Хотя Эмма снова вернулась в столовую, посидели мы вместе недолго. Фелипе и Элоиса, которые упросили меня поиграть с ними в карты, заметили, что глаза у меня слипаются. Фелипе стал умолять маму отпустить его вместе со мной на следующий день в горы, но безуспешно, и ушел надутый.

Поразмыслив у себя в комнате, я понял причину недомогания Марии. Я вспомнил, как внезапно вышел из гостиной в день своего приезда, как, тронутый затаенной нежностью в ее голосе, ответил ей совершенно бестолково именно потому, что пытался подавить свое волнение. Догадавшись, чем обидел я Марию, я готов был отдать тысячу жизней, лишь бы она простила мою вину; но неожиданно закравшееся сомнение повергло меня в замешательство. Я усомнился в любви Марии. Почему, думал я сердце мое верит, что и она испытывает те же муки? Я счел себя недостойным такой красоты, такой невинности. Я обвинял себя в гордыне, ослепившей меня настолько, что я решил, будто завоевал ее любовь, хотя, скорее всего, заслужил лишь сестринскую привязанность. И это недомыслие помогло мне с меньшим ужасом и почти с удовольствием подумать о предстоящей поездке в горы.

Глава IX

… Аромат мяты, петрушки и альбааки

На следующий день я встал с рассветом. Восходящее солнце, очертив на востоке острые вершины Центральной Кордильеры, золотило цеплявшиеся за склоны легкие тучки, и они постепенно рассеивались и исчезали. Зеленая пампа и сельва просматривались словно сквозь голубоватое стекло; вдали белели хижины, дымились спиралями недавно выжженные участки леса, кое-где змеились извилистые русла рек. Западная Кордильера, вся в складках и провалах, казалось, пряталась под покрывалом из темно-синего бархата, наброшенным на ее хребет затерявшимися в тумане духами. Перед моим окном розовые кусты и кроны деревьев трепетали под первым дуновением ветерка, что прилетел стряхнуть росу, блистающую на листьях и цветах. Но все казалось мне печальным. Я взял ружье и свистнул верного Майо; он сидел, не сводя с меня глаз, наморщив от чрезмерного внимания лоб, и только ждал первого призыва; перепрыгнув через каменную загородку, я пустился по дороге в гору. Вокруг было свежо и прохладно, веяло последним дыханием ночи. Цапли покидали свои пристанища и вереницей взмывали вверх, словно серебристая лента под лучами солнца. Стаи попугаев поднимались над бамбуковыми зарослями и летели к ближним маисовым полям, а тукан, затаившись в самом сердце гор, приветствовал утро своей печальной, однообразной песенкой.
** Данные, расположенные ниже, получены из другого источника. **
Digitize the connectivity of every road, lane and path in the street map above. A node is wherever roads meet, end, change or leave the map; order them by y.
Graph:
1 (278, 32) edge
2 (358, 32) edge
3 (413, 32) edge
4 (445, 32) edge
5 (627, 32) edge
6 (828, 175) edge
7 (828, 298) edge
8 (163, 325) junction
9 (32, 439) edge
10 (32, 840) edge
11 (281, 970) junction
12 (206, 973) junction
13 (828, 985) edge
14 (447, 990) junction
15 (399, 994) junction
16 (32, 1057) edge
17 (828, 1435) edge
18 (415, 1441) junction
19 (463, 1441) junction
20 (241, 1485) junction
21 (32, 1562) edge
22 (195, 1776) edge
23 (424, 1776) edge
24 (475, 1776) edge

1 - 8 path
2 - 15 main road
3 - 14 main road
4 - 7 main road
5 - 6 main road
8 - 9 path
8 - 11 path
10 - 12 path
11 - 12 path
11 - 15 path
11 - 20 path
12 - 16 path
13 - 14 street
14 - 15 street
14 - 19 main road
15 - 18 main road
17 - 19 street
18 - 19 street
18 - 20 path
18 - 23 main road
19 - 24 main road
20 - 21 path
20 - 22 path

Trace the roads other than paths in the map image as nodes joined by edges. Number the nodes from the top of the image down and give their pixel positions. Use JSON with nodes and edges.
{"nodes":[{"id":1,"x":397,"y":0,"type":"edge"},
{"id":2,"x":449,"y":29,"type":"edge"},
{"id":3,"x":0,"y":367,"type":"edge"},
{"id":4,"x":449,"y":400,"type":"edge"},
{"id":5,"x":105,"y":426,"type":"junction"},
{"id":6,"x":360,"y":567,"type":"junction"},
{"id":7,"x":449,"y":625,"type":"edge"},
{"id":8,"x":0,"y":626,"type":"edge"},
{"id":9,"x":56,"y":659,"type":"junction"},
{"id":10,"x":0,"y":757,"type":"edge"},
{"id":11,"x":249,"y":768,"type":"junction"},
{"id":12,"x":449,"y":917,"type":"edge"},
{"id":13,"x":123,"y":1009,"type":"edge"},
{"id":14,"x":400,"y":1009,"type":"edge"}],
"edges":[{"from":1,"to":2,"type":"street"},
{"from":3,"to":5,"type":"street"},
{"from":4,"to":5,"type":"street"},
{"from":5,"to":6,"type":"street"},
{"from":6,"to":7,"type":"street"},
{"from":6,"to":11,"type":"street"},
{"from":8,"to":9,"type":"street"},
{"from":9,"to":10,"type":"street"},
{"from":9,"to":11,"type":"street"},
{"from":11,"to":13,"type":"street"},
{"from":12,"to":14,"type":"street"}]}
Грохот потока нарастал, и вскоре я увидел бегущую реку; клубясь и пенясь, она бросалась вниз мощными водопадами, растекалась прозрачными тихими заводями и неустанно катила свои воды по скалистому, поросшему бархатным мхом ложу, окаймленному прибрежными пальмами, папоротниками и тростником с желтыми стеблями, шелковистыми метелками и пурпурными початками.